Les taux de clics sur les recommandations ont commencé à baisser. Les modèles de fraude se sont comportés de manière incohérente pendant les heures de pointe. Certaines décisions semblaient trop confiantes, d’autres étrangement aveugles. Les modèles eux-mêmes ne s’étaient pas dégradés. Il n’y a eu aucune panne de données soudaine ni rupture de pipeline. Ce qui a échoué, c’est notre compréhension du comportement du système une fois qu’il a rencontré le temps, la latence et la vérité retardée dans le monde réel.
Cet article concerne ces échecs. Les problèmes discrets et peu glamour qui n’apparaissent que lorsque les systèmes d’apprentissage automatique entrent en collision avec la réalité. Pas de choix d’optimiseur ou de dernière architecture. Des problèmes qui n’apparaissent pas dans les cahiers, mais qui font surface à 3 heures du matin sur les tableaux de bord.
Mon message est simple : la plupart des échecs de ML en production sont des problèmes de données et de temps, et non des problèmes de modélisation. Si vous ne concevez pas explicitement la manière dont les informations arrivent, mûrissent et changent, le système formulera discrètement ces hypothèses à votre place.
Voyage dans le temps : une fuite d’hypothèse
Le voyage dans le temps est l’échec de ML de production le plus courant que j’ai vu, et aussi le moins discuté en termes concrets. Tout le monde hoche la tête lorsque vous évoquez une fuite. Très peu d’équipes peuvent indiquer exactement la rangée où cela s’est produit.
Permettez-moi de le rendre explicite.
Imaginez un ensemble de données sur la fraude avec deux tables :
- transactions: quand le paiement a eu lieu

- rétrofacturations: quand le résultat de la fraude a été signalé

La fonctionnalité que nous voulons est user_chargeback_count_last_30_days.
Le travail par lots s’exécute en fin de journée, juste avant minuit, et calcule le nombre de rétrofacturations pour les 30 derniers jours. Pour l’utilisateur U123, le décompte est de 1. À minuit, c’est factuellement exact.

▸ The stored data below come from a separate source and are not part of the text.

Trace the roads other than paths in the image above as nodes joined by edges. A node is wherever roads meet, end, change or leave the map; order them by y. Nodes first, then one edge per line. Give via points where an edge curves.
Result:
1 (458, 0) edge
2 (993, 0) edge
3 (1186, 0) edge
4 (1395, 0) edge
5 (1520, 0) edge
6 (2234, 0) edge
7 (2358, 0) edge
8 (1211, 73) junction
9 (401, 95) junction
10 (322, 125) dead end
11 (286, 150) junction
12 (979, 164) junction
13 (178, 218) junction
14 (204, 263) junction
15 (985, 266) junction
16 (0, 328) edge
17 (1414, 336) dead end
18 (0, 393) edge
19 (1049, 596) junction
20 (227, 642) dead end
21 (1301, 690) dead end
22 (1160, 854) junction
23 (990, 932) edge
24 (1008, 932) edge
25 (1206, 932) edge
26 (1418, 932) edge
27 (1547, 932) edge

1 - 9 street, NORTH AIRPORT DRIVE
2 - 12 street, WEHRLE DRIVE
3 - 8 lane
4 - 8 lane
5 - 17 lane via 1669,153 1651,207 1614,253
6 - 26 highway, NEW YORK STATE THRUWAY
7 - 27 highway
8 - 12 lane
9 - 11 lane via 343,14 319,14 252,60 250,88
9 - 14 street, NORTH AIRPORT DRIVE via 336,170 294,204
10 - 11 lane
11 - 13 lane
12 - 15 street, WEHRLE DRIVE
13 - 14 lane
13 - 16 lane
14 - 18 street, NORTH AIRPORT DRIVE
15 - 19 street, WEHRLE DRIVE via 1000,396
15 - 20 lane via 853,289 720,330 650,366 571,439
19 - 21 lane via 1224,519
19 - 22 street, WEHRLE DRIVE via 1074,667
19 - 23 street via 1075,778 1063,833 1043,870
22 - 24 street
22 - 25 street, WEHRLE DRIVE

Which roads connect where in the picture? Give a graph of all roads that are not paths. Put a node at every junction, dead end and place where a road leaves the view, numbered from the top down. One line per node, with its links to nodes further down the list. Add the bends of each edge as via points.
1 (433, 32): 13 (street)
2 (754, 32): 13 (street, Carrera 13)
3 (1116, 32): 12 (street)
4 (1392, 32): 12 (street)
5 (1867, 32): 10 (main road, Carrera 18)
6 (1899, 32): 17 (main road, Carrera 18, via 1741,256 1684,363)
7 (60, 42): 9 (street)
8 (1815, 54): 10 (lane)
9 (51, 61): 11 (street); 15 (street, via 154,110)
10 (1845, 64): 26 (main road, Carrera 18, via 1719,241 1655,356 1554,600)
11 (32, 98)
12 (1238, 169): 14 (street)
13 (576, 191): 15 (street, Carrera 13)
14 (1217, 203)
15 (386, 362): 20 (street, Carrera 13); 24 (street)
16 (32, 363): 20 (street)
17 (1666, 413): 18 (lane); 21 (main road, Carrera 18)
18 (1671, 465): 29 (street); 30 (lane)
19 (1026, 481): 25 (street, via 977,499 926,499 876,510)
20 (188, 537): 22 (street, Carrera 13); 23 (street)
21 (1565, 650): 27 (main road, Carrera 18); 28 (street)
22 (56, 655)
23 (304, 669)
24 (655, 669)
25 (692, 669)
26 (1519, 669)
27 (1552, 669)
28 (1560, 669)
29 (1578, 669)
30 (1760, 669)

Regardez maintenant l’ensemble de données de formation final joint.
Les transactions du matin à 9h10 et 11h45 comportent déjà un nombre de rétrofacturation de 1. Au moment où ces paiements ont été effectués, la rétrofacturation n’avait pas encore été signalée. Mais les données de formation ne le savent pas. Le temps a été aplati.
C’est là que le modèle triche.

Du point de vue du modèle, les transactions qui semblent risquées s’accompagnent déjà de signaux de fraude confirmés. Le rappel hors ligne s’améliore considérablement. Rien ne semble faux à ce stade.
Mais en production, le modèle est censé ne jamais voir l’avenir.
Une fois déployées, ces premières transactions n’ont pas encore de compte de rétrofacturation. Le signal disparaît et les performances s’effondrent.
Ce n’est pas une erreur de modélisation. C’est une fuite d’hypothèse.
L’hypothèse cachée est qu’une fonctionnalité de lot quotidien est valable pour tous les événements de cette journée. Ce n’est pas. Une caractéristique n’est valide que si elle aurait pu exister au moment exact où la prédiction a été faite.
Chaque fonctionnalité doit répondre à une question :
« Cette valeur aurait-elle pu exister au moment exact où la prédiction a été faite ?
Si la réponse n’est pas un oui certain, la fonctionnalité n’est pas valide.
Des fonctionnalités par défaut qui deviennent des signaux
Après le voyage dans le temps, c’est une raison d’échec très courante que j’ai constatée dans les systèmes de production. Contrairement aux fuites, celle-ci ne dépend pas de l’avenir. Cela repose sur le silence.
La plupart des ingénieurs considèrent les valeurs manquantes comme un problème d’hygiène. Remplissez-les avec la moyenne, la médiane ou une autre technique d’imputation, puis continuez.
Ces défauts semblent inoffensifs. Quelque chose d’assez sûr pour que le modèle puisse continuer à fonctionner.
Cette hypothèse s’avère coûteuse.
Dans les systèmes réels, manquer est rarement synonyme de hasard. Manquant signifie souvent nouveau, inconnu, pas encore observé ou pas encore fiable. Lorsque nous réduisons tout cela en une seule valeur par défaut, le modèle ne voit aucune lacune. Il voit un modèle.
Permettez-moi de rendre cela concret.
J’ai rencontré ce problème pour la première fois dans un système de fraude en temps réel où nous utilisions une fonctionnalité appelée avg_transaction_amount_last_7_days. Pour les utilisateurs actifs, cette valeur s’est bien comportée. Pour les utilisateurs nouveaux ou inactifs, le pipeline de fonctionnalités a renvoyé une valeur par défaut de zéro.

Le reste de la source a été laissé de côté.